= Time-varying phasor =

Analysing signals

In communication theory, time-varying phasors are used for analyzing narrow-band signals, whose signal bandwidths in the frequency domain are considerably smaller than the carrier frequency. Time-varying phasors are mostly used for analysis of frequency domain of band-pass systems. The method uses classical impulse response.

In electrical power system, phasors are used for transient analysis of the power system keeping the quasi-stationary conditions. They were introduced to facilitate the computation and analysis of power systems in stationary operation. Time-varying phasors are used in dynamic analysis of a large power system. The phasor representation of sinusoidal voltages and currents is generalized to arbitrary waveforms. This mathematical transformation eliminates the 60 Hertz (Hz) carrier which is the only time-varying element in the stationary case. The longer usage of time-varying phasors in large power systems since 1920s have created many misconceptions. One of the misuses suggest that quasi-stationary models are always accurate, but only when the system dynamics are slow as compared to nominal system frequency which is usually 60 Hz.
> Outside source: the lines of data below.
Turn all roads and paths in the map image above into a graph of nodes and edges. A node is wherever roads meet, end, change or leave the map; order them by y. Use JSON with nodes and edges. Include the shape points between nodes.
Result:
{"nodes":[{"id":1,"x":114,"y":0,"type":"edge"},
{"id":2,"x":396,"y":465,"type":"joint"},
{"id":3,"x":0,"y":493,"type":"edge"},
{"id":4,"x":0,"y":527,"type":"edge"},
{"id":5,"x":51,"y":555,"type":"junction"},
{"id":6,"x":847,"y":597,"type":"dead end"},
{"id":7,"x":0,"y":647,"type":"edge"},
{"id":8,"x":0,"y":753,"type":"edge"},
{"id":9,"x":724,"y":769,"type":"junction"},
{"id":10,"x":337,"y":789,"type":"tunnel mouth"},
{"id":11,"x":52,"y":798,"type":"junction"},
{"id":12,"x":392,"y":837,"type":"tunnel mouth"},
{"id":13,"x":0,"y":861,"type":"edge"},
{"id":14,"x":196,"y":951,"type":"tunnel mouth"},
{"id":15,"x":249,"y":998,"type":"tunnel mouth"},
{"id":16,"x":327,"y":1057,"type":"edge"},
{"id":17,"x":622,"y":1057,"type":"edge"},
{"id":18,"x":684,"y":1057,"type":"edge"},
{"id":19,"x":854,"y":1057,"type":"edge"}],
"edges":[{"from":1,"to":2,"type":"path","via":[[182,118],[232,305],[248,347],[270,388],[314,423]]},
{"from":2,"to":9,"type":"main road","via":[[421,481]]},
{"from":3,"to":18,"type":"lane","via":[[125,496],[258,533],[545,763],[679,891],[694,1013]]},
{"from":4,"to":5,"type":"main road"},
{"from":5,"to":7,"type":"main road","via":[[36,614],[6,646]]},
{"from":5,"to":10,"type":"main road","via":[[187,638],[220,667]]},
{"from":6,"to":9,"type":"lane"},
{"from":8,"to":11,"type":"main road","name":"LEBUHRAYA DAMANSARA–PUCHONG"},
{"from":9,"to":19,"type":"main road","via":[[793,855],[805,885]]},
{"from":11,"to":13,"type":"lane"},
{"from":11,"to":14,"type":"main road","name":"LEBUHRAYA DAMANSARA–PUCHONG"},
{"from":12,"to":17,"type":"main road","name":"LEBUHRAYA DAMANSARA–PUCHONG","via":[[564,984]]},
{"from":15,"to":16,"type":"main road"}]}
The concern to study time-varying phasors is raised to understand in-depth the fast amplitude and phase variations of emerging electrical power generator technologies. This is because current and voltage signals of latest machines may have harmonic components and they can damage the entire transmission system which is coupled with the machine. However, if we employ quasi-static model, we can accurately model AC signals by using time-varying phasors as opposed to traditional quasi-static model which supports constant voltage and current signals throughout the network.